A Piece of Understanding
by NeeNeeChan
Summary: ONESHOT.  Akito ponders his life and his relationship with the zodiac.  Death fic.


**Disclaimer:** The characters do not belong to me…

**A/N:** I hope this isn't too OOC… Akito's kind of a mystery to me, so it may not be, well, even passable… I know Akito is later revealed to be female, but I don't particularly care for that surprise, so he's male here. Also, sometime while I was writing this (probably in summer school), I heard a song that just absolutely reminded me of this, and I said "That's perfect!" Also in the process of completing this, I realized that the words that had so struck me as related to this were… incorrect lyrics! But it was too late to go back, so I just kept them, as intended, as the title. Oops.

Understanding. The only thing I have ever craved is, unfortunately, one of the few things I can never have. Another is love. Sure, they say they love me above all else when asked. How could they not? I am their god, the center of their world, the very core of their existence. And yet, each time, the words sound more strained and hollow, more forced, more like a lie told to keep me satisfied than an oath of undying affection and loyalty. _I_ understand that they can't always force themselves to display false love, so why can't they understand that it's harder for me to live like this than it is for them? All of them. Combined. They make no effort to understand where I'm coming form. No, they're too wrapped up in their own suffering to notice mine, despite the fact that I own them all and their suffering is mine. They are mine. But do they show gratitude, a lesser response than love but an acceptable one nonetheless? No, of course not. They have only fear and loathing for their god.

And yet, the one who hates me the most is none other than myself. I hate how I push them away, when I only want to draw them to me. Maybe, if I could catch them and keep them with me, my burden would ease. But in my pursuit of the beauty I will never have, I've broken so many of them. The light that should reside behind their eyes, the glow that should emanate from deep within their hearts, the joy behind their smiles - all gone. Now they are little more than empty shells, cold-hearted and hollow-eyed, conditioned to feel nothing. They are not real. They are merely the embodiment of an age-old curse. They serve no purpose other than to keep the curse alive and to remind me of my fate. I will die here, alone, and the only meaning it will have is that the curse of the head of the family will be placed upon some one else's shoulders, a burden they will bear all their lives.

But what about me? Not me, the figure-head. Me, the person. Does no one care about me? I bear the brunt of the curse, and yet I receive no more than a passing glance, overlooked in the shadow of their "suffering." They don't know the meaning of suffering! If they did, do you think they would treat me as they do?! No! If they knew what suffering really was, I would truly be the center of their existence, the epicenter of their very being. I would receive praise, sympathy, understanding, love. Instead, I get only empty oaths of loyalty.

Loyalty - such a hollow word, so unfeeling, so impersonal. What choice have they, after all? Without me, they could not exist. They owe their lives to me, and in exchange, I get nothing. I get a title, more empty than my heart.

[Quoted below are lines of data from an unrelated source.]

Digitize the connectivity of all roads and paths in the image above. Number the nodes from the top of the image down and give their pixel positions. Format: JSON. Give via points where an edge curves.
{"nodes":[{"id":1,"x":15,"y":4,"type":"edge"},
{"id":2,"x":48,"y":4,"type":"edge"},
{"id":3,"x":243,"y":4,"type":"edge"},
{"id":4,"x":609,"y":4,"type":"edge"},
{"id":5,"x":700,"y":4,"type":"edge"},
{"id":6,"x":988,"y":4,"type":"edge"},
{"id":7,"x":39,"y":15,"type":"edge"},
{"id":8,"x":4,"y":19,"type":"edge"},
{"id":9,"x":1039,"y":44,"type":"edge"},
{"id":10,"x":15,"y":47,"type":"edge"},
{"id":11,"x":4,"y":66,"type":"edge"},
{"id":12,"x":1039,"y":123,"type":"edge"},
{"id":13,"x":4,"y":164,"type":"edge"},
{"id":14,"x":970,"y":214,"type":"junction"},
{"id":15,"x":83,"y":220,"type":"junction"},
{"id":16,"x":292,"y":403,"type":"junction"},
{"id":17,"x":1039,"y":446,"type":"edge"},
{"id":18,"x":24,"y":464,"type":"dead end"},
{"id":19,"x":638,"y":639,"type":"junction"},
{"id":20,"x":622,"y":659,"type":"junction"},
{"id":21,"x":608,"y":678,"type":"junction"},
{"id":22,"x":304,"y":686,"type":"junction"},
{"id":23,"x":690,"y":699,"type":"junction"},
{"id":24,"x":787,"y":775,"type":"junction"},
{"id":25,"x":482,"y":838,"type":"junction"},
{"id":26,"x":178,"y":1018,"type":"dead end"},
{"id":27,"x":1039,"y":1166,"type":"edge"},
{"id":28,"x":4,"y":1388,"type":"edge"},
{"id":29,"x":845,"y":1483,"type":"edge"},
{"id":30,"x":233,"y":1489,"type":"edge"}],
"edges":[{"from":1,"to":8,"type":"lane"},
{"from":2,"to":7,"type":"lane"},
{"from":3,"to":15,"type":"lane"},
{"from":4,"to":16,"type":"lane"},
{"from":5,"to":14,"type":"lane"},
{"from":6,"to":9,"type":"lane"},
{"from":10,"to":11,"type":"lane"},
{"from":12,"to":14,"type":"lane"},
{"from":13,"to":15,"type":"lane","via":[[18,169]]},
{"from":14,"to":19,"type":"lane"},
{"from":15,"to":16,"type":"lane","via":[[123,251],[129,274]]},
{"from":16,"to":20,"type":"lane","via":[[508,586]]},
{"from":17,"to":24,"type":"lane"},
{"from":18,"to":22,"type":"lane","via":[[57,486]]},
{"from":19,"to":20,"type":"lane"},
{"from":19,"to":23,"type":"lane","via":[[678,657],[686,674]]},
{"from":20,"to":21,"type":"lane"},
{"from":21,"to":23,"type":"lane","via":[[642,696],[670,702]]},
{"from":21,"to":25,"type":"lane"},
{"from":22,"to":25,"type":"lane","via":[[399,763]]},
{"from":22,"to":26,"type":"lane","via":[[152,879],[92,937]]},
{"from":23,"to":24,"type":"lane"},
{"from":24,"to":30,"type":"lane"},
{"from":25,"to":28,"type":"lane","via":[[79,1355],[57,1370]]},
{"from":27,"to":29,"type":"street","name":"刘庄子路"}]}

I wonder sometimes: do they understand the magnitude of what I have given up so that they might live? I am the sacrifice for the many, my life given in exchange for theirs. I am their Christ, their Savior, their God. I should be their everything, yet I am nothing to them but the sick head of the family, always in need of care, the eternal whiny child always in need of coddling. I am not a child. I am an adult, fully capable of facing the truths of this world and making my own decisions, though the only important decision regarding my life was made for me. I didn't choose this path, and I don't plan to continue on it for much longer. I can feel my life, shortened for those of the cursed zodiac, slipping through my fingers like the childhood memories of so many beaches never visited.

But I won't allow it to end like this. When I leave this world, it will be on my terms.

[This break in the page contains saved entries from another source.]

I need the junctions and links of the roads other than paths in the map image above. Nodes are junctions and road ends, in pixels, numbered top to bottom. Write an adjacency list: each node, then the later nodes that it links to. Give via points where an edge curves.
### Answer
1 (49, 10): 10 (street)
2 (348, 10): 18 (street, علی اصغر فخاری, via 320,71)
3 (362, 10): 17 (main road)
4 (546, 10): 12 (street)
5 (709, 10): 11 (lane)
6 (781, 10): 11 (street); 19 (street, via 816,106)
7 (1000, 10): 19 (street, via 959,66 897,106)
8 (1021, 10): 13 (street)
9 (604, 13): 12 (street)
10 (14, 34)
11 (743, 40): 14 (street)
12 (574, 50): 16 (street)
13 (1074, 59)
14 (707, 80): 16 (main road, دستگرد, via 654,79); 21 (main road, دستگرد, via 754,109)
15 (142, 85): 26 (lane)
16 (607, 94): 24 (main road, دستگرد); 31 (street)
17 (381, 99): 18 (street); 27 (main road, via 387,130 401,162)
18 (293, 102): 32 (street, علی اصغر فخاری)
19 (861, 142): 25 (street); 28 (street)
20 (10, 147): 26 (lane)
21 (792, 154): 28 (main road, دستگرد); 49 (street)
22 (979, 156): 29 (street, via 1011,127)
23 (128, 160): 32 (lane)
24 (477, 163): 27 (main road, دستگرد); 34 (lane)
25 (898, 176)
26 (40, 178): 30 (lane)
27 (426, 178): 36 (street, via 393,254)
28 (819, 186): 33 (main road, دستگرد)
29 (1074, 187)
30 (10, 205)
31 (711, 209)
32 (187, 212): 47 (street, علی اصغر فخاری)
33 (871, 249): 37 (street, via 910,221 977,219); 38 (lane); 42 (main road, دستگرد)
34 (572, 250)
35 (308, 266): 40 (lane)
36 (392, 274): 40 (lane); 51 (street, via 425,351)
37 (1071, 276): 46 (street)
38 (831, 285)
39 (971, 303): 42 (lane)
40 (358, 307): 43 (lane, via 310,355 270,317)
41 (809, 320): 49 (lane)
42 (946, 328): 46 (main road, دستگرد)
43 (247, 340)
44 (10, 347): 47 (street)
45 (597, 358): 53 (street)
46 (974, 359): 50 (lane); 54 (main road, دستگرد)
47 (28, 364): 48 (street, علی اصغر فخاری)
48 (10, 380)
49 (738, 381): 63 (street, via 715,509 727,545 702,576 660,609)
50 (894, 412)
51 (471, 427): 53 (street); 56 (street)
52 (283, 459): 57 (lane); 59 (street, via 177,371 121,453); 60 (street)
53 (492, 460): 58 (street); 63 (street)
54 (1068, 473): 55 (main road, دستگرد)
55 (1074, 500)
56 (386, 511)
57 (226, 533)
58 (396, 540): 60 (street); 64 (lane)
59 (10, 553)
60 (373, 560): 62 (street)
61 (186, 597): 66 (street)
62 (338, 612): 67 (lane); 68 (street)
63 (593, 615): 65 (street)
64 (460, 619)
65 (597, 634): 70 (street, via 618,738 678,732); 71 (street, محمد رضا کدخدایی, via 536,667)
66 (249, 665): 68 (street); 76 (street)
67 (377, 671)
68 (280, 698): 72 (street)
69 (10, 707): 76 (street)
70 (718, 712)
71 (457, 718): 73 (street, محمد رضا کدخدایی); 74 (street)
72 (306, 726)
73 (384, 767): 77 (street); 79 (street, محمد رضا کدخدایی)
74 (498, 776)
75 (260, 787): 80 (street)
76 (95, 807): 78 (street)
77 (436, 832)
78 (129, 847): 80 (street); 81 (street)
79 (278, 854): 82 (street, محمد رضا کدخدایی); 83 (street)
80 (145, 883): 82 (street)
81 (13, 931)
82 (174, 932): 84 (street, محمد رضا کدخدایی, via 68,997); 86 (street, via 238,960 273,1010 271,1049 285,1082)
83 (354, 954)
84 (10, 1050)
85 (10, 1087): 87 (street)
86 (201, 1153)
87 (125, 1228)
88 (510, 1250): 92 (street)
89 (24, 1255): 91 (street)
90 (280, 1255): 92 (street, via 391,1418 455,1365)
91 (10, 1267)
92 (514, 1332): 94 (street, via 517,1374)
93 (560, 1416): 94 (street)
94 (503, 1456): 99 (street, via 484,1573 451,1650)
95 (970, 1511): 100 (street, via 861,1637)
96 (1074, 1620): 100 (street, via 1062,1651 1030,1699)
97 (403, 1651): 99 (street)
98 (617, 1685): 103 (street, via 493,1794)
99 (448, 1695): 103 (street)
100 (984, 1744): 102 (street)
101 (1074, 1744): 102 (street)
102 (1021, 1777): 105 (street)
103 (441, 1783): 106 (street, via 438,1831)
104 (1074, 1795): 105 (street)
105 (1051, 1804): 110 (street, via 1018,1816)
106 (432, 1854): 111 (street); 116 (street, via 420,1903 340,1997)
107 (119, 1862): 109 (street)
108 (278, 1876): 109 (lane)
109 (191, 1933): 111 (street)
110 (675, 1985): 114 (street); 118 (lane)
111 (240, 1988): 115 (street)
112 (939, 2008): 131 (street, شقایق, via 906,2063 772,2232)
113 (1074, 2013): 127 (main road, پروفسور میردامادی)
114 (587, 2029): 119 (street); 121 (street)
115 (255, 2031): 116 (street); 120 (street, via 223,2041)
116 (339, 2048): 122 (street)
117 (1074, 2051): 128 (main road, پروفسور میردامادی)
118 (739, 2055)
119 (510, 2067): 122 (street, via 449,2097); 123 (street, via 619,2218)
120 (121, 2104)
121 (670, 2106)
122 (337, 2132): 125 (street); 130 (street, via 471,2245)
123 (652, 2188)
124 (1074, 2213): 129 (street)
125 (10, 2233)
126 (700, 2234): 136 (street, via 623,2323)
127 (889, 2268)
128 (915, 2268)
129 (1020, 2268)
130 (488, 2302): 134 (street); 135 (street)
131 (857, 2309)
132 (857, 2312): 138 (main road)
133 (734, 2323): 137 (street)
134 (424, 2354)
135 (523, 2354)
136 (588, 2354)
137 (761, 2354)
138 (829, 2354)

They may control every other aspect of my dismal existence, but I hold this one shining piece above them. That's it. The last tiny shred of my control over this life, careening so out of control that nothing, absolutely nothing, can prevent it from crashing. The only thing left to decide is when. Should we let it go all the way to the end, let it fulfill its purpose? Or should we derail it along the way, save the passengers some false hope? No one ever stopped to consider that maybe that particular train should never have been started on those tracks.

I have suffered long enough.

And so it is that I find myself sitting here, once again staring out my window. My mother hung herself here, you know. Right by this very window. I used to wonder what it was she saw when she gazed outside for the last time. Did she see the beauty in the trees, the grass, the birds? Or did she just see the gate in the distance, barring her from true happiness? Or maybe it was an overcast day, as it is now, and she saw nothing but her reflection, as I see nothing but mine now. It's funny, I always told myself I hated her for leaving me alone to deal with my fate. And yet now I am considering following in her footsteps, abandoning them all the way she abandoned me. And if there is anything beyond this earthly life, I have no doubt I will hate me for it. Not for their sakes, for they mean nothing to me, really, but for my own, for having allowed myself to become like her.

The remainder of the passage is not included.